*How to complete this task:* Write out, word for word, every line in the data below from the one containing "ctx = cairo_create(surface);" to the one containing "cairo_set_miter_limit(ctx, 4);", both of them included.

......

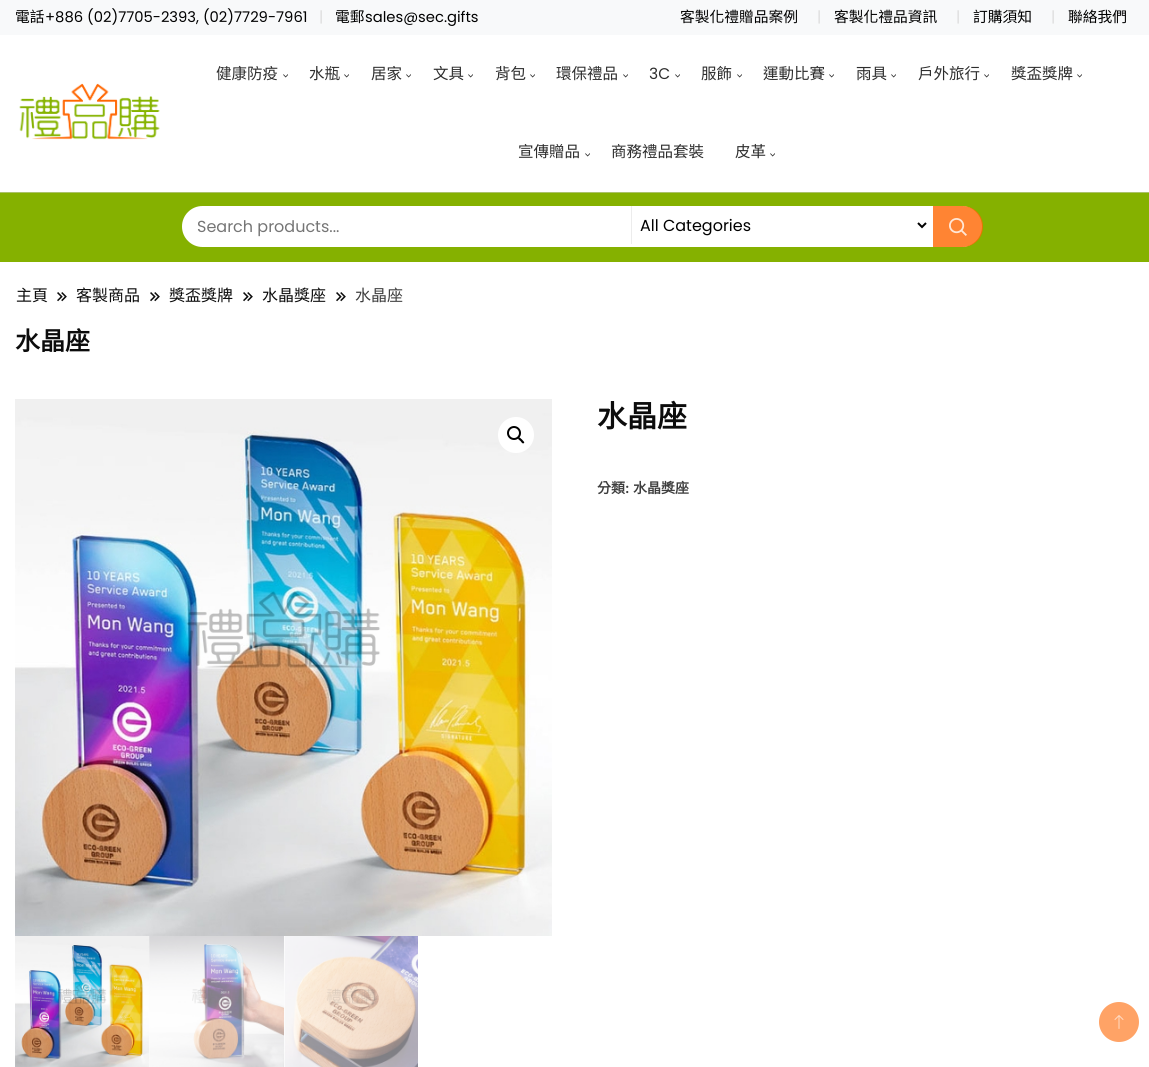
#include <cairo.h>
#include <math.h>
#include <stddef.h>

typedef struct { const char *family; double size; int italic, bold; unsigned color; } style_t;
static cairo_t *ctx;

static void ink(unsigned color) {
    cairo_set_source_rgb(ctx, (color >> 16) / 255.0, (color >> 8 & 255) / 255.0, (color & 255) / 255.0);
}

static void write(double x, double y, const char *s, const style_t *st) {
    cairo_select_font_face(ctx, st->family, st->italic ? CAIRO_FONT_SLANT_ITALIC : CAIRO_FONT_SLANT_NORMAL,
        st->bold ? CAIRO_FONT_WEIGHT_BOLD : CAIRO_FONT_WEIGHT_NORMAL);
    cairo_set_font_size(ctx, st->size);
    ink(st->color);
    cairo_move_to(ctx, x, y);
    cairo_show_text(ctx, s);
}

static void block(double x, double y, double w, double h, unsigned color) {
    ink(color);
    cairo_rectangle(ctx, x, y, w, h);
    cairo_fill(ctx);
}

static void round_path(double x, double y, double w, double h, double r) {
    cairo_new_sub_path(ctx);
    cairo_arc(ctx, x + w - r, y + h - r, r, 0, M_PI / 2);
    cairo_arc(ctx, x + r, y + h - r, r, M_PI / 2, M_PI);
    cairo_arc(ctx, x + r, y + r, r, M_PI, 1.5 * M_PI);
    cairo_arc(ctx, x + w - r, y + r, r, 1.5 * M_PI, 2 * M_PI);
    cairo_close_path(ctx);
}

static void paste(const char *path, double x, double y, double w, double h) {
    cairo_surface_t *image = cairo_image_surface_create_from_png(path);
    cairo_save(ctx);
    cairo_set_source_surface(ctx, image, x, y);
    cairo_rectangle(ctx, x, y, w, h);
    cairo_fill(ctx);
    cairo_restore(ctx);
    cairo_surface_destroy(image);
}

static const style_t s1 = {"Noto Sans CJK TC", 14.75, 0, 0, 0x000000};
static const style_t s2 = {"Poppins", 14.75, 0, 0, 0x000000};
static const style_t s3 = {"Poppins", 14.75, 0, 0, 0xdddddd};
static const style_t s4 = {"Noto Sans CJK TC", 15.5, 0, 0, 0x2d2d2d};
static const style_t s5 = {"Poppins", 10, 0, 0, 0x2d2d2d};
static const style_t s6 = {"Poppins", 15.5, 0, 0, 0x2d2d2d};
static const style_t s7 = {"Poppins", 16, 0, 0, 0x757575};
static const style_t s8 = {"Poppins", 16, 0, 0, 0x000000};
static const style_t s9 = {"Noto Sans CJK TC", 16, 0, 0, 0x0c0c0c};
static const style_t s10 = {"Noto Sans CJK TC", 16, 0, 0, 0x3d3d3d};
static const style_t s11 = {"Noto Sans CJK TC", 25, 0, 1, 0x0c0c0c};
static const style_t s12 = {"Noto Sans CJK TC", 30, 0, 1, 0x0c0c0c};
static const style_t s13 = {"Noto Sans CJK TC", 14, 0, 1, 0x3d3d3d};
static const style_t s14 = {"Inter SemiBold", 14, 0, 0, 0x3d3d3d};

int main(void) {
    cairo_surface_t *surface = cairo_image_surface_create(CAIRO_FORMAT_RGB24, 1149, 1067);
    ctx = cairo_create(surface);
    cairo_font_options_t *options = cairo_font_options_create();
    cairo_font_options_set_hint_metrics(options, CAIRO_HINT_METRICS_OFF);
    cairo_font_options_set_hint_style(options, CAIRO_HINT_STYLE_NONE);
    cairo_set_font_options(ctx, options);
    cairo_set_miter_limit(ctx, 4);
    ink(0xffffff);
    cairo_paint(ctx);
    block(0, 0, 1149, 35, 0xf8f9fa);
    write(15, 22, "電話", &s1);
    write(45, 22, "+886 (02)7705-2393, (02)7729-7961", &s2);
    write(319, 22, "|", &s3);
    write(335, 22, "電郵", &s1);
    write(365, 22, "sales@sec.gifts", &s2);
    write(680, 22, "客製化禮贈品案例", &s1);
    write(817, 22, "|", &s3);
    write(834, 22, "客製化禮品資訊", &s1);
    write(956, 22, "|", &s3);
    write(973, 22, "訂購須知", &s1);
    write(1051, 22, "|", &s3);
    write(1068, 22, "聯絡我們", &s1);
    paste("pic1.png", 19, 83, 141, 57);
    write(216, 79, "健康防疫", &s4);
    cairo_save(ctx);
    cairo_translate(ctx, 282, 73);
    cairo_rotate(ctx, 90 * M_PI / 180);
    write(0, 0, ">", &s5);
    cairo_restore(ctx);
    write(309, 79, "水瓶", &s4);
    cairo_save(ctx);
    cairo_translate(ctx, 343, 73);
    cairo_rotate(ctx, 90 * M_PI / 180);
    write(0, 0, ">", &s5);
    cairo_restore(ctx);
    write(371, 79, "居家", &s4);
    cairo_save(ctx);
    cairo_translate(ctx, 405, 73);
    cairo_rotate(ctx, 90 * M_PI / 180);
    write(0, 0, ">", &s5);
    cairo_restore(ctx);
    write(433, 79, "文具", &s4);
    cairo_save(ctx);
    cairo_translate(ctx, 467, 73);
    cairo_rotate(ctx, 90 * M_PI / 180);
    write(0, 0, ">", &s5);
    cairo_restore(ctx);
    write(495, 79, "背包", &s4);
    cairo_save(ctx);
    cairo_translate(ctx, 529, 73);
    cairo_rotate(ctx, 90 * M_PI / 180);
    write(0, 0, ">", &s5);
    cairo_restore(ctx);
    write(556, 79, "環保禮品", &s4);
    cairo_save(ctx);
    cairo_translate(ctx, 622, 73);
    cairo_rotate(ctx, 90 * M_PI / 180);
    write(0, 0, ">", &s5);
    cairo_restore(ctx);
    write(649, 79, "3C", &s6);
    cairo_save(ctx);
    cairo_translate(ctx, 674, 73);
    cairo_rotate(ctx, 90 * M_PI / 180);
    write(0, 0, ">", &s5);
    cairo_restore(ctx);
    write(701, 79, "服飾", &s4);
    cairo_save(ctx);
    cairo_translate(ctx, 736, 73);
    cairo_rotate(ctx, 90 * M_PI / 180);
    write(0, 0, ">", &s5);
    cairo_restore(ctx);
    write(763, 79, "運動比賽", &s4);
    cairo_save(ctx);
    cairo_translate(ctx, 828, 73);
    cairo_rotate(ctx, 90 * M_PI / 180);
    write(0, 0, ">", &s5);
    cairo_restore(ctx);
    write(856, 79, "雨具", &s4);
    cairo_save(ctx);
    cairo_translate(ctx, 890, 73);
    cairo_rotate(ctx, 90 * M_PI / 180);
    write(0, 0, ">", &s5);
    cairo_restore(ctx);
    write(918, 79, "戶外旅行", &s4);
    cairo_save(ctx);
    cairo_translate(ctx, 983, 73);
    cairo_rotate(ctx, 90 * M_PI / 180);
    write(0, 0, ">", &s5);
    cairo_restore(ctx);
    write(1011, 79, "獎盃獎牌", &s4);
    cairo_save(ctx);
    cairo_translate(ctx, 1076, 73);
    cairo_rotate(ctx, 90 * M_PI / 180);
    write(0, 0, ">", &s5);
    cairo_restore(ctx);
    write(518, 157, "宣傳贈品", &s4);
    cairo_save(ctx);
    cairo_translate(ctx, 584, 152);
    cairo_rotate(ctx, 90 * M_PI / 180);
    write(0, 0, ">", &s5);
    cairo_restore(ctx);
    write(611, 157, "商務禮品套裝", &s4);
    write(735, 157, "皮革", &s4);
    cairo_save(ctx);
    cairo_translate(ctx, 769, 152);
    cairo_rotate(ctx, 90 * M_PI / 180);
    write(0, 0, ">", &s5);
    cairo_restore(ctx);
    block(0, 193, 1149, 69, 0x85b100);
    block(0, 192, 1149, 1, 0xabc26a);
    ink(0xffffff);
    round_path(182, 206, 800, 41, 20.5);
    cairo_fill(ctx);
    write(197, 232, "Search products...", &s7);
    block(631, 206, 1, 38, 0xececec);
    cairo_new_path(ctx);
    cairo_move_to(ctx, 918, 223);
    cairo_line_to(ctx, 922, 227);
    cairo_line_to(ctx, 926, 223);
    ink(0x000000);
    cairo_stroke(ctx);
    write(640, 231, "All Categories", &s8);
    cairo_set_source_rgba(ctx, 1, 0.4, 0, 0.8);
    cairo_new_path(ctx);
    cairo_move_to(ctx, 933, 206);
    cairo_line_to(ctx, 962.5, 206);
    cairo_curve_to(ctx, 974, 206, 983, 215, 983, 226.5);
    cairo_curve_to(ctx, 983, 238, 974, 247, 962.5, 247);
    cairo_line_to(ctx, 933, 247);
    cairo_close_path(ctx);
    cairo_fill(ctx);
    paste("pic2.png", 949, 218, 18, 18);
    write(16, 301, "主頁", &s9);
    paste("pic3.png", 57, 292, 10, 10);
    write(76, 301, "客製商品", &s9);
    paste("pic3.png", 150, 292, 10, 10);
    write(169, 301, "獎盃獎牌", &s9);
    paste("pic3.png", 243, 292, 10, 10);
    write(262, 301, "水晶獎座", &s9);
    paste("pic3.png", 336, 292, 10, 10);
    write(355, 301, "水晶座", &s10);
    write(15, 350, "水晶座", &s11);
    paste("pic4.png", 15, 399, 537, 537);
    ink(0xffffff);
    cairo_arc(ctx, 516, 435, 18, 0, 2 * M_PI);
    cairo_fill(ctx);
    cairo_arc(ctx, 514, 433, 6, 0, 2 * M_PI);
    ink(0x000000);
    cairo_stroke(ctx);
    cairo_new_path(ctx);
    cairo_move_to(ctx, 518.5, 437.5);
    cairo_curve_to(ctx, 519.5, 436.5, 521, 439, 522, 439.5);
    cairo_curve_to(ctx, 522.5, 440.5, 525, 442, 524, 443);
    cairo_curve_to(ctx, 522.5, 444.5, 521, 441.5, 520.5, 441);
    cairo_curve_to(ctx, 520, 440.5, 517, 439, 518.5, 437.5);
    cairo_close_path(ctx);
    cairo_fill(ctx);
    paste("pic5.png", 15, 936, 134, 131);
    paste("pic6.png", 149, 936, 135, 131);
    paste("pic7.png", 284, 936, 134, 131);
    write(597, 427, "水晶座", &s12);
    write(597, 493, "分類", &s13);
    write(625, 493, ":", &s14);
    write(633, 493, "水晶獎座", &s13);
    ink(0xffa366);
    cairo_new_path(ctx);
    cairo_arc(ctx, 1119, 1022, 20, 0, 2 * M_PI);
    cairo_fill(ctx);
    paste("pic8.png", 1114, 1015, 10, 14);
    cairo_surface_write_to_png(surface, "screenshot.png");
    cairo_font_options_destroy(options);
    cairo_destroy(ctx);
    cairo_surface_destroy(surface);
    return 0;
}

......

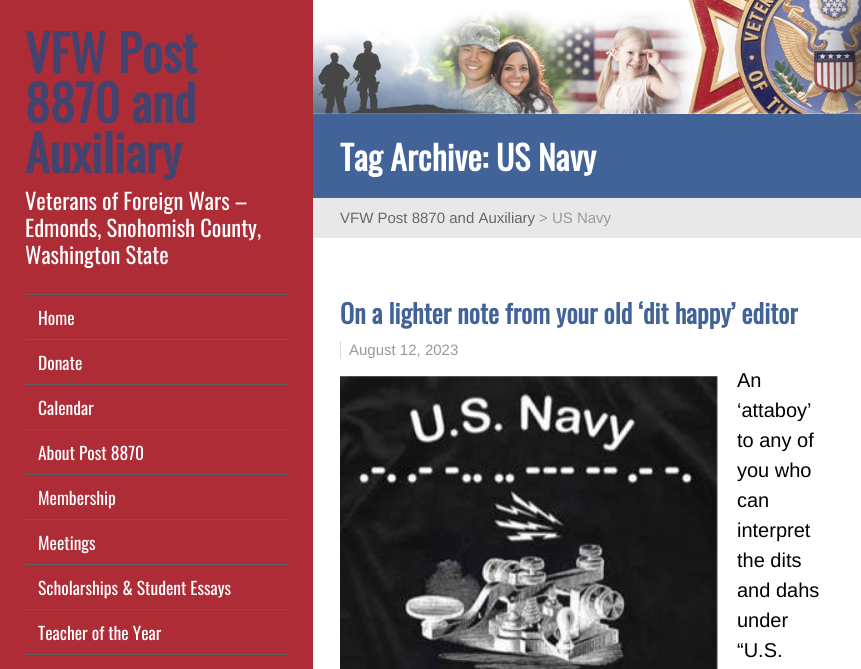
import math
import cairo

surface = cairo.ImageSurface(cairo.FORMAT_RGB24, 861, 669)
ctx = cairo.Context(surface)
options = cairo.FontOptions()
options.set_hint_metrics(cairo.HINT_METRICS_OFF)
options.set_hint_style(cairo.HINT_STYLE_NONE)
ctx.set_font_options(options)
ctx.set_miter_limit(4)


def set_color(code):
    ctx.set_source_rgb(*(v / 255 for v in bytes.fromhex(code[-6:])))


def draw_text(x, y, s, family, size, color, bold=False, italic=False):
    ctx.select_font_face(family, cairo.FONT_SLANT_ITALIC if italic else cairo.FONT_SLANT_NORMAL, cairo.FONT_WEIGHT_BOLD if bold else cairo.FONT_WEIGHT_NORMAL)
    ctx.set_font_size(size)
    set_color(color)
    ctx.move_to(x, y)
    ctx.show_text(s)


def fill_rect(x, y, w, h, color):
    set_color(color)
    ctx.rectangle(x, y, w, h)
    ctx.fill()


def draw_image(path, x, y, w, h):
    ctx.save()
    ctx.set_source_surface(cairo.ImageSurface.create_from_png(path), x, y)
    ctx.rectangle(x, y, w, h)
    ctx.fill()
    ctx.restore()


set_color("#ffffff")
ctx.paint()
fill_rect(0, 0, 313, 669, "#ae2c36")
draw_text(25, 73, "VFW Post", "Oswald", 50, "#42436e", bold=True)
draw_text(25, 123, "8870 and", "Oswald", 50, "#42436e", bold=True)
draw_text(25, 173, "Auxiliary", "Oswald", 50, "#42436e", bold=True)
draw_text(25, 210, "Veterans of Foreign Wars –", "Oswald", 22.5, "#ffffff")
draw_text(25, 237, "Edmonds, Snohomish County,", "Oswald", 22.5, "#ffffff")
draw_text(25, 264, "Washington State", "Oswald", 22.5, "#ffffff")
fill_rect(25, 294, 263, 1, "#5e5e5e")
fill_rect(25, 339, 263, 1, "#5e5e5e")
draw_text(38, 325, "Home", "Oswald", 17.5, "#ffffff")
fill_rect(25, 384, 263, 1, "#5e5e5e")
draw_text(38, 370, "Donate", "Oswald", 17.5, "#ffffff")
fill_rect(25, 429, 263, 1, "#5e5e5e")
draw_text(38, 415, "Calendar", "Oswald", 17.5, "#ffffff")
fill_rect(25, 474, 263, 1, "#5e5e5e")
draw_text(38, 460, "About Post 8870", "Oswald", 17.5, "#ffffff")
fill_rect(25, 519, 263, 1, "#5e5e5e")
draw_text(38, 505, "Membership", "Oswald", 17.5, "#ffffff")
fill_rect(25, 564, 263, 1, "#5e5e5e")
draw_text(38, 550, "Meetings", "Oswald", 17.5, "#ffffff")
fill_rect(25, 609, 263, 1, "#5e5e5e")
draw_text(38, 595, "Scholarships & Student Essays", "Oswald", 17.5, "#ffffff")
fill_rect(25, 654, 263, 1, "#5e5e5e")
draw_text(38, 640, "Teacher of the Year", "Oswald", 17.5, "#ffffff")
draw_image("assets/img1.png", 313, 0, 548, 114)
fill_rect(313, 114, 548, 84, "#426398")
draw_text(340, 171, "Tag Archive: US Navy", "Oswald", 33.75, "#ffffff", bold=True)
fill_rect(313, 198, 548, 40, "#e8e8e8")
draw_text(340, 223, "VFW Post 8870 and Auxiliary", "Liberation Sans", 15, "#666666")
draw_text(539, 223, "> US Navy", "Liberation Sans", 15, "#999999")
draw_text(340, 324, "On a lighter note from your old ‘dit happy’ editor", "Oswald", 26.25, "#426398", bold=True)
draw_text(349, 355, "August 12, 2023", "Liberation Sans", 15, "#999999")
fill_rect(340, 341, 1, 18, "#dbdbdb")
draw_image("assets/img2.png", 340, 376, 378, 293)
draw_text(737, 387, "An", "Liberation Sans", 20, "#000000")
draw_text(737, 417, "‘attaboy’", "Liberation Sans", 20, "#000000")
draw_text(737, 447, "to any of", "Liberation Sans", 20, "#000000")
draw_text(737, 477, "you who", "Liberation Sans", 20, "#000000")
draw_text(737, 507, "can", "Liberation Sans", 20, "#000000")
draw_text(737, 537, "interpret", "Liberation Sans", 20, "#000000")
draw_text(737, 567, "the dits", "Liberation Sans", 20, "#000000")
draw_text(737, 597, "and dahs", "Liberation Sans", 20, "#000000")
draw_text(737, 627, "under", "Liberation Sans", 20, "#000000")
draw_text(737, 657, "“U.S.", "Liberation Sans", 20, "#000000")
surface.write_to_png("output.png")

......

*Exercise response:*
    ctx = cairo_create(surface);
    cairo_font_options_t *options = cairo_font_options_create();
    cairo_font_options_set_hint_metrics(options, CAIRO_HINT_METRICS_OFF);
    cairo_font_options_set_hint_style(options, CAIRO_HINT_STYLE_NONE);
    cairo_set_font_options(ctx, options);
    cairo_set_miter_limit(ctx, 4);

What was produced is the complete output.